Saturday, January 28, 2006

More Geekery

For my untergeek pals (nice one, Battlepanda), the essentials of what I use in free, spiffy software here in the Lifehacker Pack. The Foxit pdf reader alone is worth the look. Do you hate how Adobe takes thrity seconds grinding into gear like a choking '67 Ford when you try to open a pdf? Yeah, so do I, especially as I buy almost all my gaming books in pdf format. Go get the good stuff.

Thursday, January 26, 2006

nextwave

Almost forgot.

Warren Ellis' nextwave is the finest piece of comic-based entertainment ever placed on paper. Go to your local comic establishment and purchase it.

That is all. Move along.

Fafblog's Kung Fu

... is the sort of kung fu taught by immortal Atlantean Tigers living in Buddhist Monasteries for three centuries, working in a dojo staffed by robots with laser eyes and hands that suddenly transmogrify into spinning razor blades just when they offer to "Shake, good game, good game."

It is that strong:

Q. ... Now some crazy people say the president broke some silly old laws like FISA and the National Security Act and the Fourth Amendment. Are these crazy people crazy?

A. They sure are! Maybe those laws worked back in 1978 back when Leonid Brezhnev was snortin coke with Ayatollah Khomeini and groovin' to the hits of the Bee Gees, but in today's dark and dangerous times they just aren't enough.

Q. Things sure have changed since the innocent days of mutually assured destruction! But is it legal for the president to ignore the law?

A. Maybe not according to plain ol stupid ol regular law, but we're at war! You don't go to war with regular laws, which are made outta red tape and bureaucracy and Neville Chamberlain. You go to war with great big strapping War Laws made outta tanks and cold hard steel and the American Fightin Man and WAR, KABOOOOOOM!

Q. How does a War Bill become a War Law?

A. It all begins with the president, who submits a bill to the president. If a majority of both the president and the president approve the bill, then it passes on to the president, who may veto it or sign it into law. And even then the president can override himself with a two-thirds vote.
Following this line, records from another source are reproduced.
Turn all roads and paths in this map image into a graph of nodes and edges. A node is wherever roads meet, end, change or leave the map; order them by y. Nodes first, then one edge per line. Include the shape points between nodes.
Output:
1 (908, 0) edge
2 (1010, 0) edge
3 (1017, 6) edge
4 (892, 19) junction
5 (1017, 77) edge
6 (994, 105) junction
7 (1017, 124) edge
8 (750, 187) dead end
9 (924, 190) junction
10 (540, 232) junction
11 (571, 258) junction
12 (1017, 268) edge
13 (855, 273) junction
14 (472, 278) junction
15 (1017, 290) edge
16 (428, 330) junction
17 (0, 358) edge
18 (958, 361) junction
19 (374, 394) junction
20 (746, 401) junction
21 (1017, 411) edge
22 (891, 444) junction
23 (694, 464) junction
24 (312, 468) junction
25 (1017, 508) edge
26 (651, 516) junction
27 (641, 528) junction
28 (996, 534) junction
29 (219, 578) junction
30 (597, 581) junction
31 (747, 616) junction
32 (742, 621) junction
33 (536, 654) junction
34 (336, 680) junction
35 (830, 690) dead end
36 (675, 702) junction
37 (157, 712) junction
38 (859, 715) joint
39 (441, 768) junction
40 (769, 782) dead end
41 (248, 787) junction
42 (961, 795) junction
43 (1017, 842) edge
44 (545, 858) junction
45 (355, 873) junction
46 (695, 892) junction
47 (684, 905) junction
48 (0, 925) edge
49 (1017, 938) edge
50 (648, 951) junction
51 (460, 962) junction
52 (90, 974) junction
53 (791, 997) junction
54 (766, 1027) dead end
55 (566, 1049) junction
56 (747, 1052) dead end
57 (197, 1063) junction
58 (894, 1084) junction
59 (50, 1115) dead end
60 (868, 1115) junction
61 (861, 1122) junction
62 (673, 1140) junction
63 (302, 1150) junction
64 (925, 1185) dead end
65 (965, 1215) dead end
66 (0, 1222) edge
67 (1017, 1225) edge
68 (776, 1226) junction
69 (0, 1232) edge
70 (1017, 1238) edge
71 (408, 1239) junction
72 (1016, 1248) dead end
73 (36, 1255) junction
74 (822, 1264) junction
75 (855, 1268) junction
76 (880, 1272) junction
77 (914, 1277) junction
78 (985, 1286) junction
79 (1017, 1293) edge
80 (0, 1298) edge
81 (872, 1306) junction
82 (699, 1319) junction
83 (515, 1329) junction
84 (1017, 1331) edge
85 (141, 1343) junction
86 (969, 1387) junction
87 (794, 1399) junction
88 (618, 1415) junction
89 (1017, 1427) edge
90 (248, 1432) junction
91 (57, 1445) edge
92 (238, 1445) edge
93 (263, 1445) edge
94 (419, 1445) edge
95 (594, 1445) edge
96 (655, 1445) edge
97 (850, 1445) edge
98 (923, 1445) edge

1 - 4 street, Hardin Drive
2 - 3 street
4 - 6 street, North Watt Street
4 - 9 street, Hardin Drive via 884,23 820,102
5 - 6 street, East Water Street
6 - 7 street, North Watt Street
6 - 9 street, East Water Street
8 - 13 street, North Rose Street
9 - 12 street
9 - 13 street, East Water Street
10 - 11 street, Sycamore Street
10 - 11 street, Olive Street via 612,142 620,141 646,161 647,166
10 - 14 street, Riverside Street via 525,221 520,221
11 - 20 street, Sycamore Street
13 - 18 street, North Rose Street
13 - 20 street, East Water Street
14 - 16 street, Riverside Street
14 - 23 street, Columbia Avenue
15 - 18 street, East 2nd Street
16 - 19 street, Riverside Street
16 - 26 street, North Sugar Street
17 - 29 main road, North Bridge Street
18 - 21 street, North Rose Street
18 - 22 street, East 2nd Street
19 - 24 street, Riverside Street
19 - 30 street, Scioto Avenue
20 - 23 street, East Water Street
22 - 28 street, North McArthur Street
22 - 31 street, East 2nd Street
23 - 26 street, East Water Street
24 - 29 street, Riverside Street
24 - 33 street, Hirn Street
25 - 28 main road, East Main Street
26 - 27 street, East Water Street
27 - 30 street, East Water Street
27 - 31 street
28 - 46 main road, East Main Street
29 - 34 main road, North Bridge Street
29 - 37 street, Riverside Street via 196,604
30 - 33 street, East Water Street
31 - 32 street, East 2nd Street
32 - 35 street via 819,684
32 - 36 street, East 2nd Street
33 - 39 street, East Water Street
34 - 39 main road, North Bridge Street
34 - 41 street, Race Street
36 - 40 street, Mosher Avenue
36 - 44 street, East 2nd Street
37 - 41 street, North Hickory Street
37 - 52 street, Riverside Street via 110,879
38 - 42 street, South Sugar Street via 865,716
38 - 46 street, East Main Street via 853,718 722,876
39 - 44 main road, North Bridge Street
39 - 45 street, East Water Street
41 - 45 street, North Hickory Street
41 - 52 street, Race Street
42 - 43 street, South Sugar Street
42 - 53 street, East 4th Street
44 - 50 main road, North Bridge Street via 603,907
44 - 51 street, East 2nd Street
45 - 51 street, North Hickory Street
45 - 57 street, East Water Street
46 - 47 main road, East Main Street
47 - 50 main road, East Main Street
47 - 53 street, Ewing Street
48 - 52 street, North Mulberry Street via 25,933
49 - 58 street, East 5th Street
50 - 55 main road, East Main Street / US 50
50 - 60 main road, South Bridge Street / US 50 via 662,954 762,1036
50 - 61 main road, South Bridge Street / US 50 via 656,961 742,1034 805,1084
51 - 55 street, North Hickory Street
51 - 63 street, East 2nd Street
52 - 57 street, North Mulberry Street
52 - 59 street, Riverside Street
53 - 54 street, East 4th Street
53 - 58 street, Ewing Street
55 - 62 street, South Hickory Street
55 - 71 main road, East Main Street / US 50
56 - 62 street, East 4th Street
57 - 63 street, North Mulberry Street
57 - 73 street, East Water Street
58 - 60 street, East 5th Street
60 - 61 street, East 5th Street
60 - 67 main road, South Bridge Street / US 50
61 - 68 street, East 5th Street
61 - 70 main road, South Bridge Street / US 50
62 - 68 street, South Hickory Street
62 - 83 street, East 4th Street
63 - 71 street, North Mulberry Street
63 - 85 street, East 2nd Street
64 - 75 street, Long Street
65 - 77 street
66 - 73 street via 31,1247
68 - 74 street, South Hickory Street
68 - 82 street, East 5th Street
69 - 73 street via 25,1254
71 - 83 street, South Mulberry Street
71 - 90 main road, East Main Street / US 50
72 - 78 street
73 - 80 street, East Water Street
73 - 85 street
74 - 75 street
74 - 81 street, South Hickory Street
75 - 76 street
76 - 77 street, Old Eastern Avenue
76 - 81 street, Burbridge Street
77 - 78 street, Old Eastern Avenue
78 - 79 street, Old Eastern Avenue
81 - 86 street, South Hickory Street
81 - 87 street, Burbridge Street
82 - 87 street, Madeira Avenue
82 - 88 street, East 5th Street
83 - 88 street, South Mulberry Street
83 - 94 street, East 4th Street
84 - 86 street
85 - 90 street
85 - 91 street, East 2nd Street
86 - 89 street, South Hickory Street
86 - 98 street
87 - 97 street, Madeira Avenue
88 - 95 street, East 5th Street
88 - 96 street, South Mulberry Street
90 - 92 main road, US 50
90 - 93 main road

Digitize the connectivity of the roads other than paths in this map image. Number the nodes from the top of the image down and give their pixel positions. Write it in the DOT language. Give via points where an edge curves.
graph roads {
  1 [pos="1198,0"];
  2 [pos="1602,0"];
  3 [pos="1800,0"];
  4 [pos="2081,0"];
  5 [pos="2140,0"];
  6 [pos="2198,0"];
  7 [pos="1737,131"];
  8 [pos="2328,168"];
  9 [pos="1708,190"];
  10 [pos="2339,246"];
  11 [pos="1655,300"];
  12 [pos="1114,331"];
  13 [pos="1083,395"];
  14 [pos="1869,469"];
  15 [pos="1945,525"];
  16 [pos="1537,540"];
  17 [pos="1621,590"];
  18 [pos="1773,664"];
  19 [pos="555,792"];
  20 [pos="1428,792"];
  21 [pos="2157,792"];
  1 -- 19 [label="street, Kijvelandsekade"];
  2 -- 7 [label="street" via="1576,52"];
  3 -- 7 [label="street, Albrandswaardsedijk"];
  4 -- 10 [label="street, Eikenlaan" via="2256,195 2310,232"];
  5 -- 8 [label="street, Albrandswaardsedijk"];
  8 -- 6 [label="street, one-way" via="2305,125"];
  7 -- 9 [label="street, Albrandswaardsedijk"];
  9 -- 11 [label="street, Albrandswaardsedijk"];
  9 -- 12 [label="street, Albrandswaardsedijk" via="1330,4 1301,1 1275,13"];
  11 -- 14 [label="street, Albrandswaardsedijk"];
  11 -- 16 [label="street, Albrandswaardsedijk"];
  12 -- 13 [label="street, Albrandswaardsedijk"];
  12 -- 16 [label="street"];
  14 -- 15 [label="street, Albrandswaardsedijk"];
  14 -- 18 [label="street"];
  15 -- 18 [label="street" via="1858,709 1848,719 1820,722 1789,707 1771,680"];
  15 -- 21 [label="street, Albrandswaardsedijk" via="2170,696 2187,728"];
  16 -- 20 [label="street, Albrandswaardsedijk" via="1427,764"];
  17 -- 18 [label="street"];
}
Q. See it's the checks and balances that make all the difference in our democratic system.

Tuesday, January 24, 2006

Catwoman Notes

We're moving offices, so my assistant just gave me a stack of files to sort before tossing them. Hey, these are all my old studio notes on my projects!

Ah, the memo where the Disney exec on Mage gets angry because he doesn't understand how magic works, and wants me to explain it. "You can't explain it," I remember saying. "That's why it's called magic. Magic you can explain is called science." Yes, that was fun ...

Holy --two years worth of Catwoman notes. And right on top, the mission statement I sent to them when I took over the script. Dated 2/6/01. What's typed, literally in 24 pt boldfaced Arial and underlined, I shit you not, right there on the front page?

"No hyper-reality pop crap."

Wow. That went exactly as planned. Oh, look there's the section where I talk about how the suit should be functional for her thievery, and she should wear lug boots. Yes, yes, it all fell into place. Hmm, let me count these ...

... 169 pages. Most single spaced. About an inch of notes, and I know this isn't all of them. I have another set, the later ones, in my home office. So all in all, two inches of Catwoman notes.

Just goes to show you, the old saying is true. It's no easier to make a bad movie than a good one. Sometimes, it's even harder.

WB/UPN/The CW

According to reports this morning, rumors I've heard kicking about are true: the WB and UPN networks are going to merge into one network called The CW this fall. Thirty hours of programming a week -- basically welding two networks with half-week scheds into one.

That's right people. The WB didn't pick up Global Frequency, so I killed it. With my mind.

I actually like this for a couple reasons. I like that the network-to-studio branding will be broken to some small degree. I like that people are realizing it's more important just to get the shows out there than to bind them inexorably to a single corporate identity. Now, instead of two networks producing shows with near-crippling small development budgets, they can step up and do the shows they dig right.

But, again ... With. My. Mind. So watch yourselves.